Play Store : 7 millions de personnes arnaquées par ces 28 applications accessibles à tous
Des spécialistes en cybersécurité ont découvert une escroquerie à grande échelle utilisant des applications disponibles sur le Play Store de Google. Un peu plus de 7 millions d'utilisateurs se sont fait avoir.

Des applications mobiles infectées par un malware, ce n'est malheureusement pas ça qui manque. La grande majorité se trouve en dehors des plateformes mobiles officielles que sont l'App Store d'Apple et le Play Store de Google, mais certaines arrivent à passer entre les mailles du filet de sécurité mis en place. Il y a cependant une différence majeure avec celles qui nous intéressent ici : elles ne contiennent aucun programme malveillant. À la place, les applis demandent de l'argent aux utilisateurs et ceux-ci s'exécutent.
La combine a été découverte par les chercheurs d'ESET, spécialisés en cybersécurité. Au total, 28 applications téléchargées 7,3 millions de fois fonctionnaient sur le même principe, à savoir faire payer pour un service inexistant. Mais pas en se contentant de ne pas le délivrer une fois le paiement reçu. Chacune générait de fausse informations pour donner l'impression que la transaction était légitime. Une tactique nommée CallPhantom (appel fantôme) par les experts.
Ces 28 applications faisaient payer les utilisateurs pour rien
La principale coupable s'appelle Call history : any number deta (sic), installée plus de 3 millions de fois. La promesse ? Vous donner l'historique d'appels (celui de WhatsApp inclus) et les enregistrements SMS de n'importe quel numéro de téléphone. De l'espionnage en somme. Pour accéder aux fameux journaux, il faut payer entre 5 et 70 euros selon les cas. Sauf que ce que vous recevez ensuite est entièrement fabriqué par l'application. Tout est faux.

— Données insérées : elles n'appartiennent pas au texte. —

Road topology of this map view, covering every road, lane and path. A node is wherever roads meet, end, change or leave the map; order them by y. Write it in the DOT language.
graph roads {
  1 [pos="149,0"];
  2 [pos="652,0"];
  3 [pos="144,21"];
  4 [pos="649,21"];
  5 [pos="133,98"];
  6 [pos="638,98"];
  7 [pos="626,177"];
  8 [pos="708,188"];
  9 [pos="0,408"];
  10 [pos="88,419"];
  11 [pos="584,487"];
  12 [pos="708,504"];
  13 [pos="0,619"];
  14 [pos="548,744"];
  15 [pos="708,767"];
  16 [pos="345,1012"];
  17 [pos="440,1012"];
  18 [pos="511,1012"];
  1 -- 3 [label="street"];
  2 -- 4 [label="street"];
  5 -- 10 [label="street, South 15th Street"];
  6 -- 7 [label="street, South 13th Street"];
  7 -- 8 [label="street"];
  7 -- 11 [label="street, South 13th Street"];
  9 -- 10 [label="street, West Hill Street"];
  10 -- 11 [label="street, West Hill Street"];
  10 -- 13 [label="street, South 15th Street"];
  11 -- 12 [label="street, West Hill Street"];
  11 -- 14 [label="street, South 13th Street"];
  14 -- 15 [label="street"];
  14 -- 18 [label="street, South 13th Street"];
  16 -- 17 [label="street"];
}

La bonne nouvelle, c'est qu'il y a très peu de chances que vous vous soyez fait avoir puisque les 28 applications étaient accessibles en Inde principalement. Elles ont depuis été retirées du Play Store. Google a pu rembourser des victimes, mais parfois, le système de paiement était différent de celui utilisé par la firme. Dans ces cas-là, elle n'a pu qu'encourager les gens à se tourner vers leur banque. La liste complète des applis concernées est disponible auprès d'ESET.